Task requirements -> Based on the listing below, report how many lines contain the word "Share". Nothing but the number, please.

Material provided ->
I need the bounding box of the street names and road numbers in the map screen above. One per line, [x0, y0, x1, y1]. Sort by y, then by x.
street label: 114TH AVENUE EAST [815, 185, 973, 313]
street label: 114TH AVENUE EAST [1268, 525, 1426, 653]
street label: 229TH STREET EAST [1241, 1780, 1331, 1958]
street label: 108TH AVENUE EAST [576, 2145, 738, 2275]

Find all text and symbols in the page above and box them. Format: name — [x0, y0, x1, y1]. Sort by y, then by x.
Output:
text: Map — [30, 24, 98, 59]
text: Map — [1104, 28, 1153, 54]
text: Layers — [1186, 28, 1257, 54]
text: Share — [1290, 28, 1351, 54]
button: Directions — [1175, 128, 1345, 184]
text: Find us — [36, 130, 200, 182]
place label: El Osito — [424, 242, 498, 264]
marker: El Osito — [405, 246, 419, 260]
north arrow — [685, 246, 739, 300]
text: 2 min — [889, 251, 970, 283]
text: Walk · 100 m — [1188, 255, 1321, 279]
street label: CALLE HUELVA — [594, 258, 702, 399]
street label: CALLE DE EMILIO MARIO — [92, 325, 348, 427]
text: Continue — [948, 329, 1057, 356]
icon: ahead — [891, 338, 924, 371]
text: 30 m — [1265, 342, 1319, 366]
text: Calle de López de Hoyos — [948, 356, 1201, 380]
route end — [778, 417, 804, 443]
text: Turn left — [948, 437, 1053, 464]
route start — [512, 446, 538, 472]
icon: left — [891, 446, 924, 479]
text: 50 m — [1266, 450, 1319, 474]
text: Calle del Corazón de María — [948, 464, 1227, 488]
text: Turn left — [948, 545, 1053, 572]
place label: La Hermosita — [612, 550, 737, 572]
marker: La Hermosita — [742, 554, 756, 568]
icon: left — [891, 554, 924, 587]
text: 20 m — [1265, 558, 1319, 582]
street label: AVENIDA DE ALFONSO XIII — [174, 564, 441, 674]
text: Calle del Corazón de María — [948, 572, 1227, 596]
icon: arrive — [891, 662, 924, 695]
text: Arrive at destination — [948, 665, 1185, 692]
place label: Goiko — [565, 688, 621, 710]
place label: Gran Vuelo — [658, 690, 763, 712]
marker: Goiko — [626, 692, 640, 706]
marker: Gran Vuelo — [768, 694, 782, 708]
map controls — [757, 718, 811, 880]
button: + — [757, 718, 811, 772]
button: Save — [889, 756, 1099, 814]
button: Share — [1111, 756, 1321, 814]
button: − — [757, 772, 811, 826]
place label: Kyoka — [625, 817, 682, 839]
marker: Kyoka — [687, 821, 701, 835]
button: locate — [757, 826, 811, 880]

Answer to the problem -> 2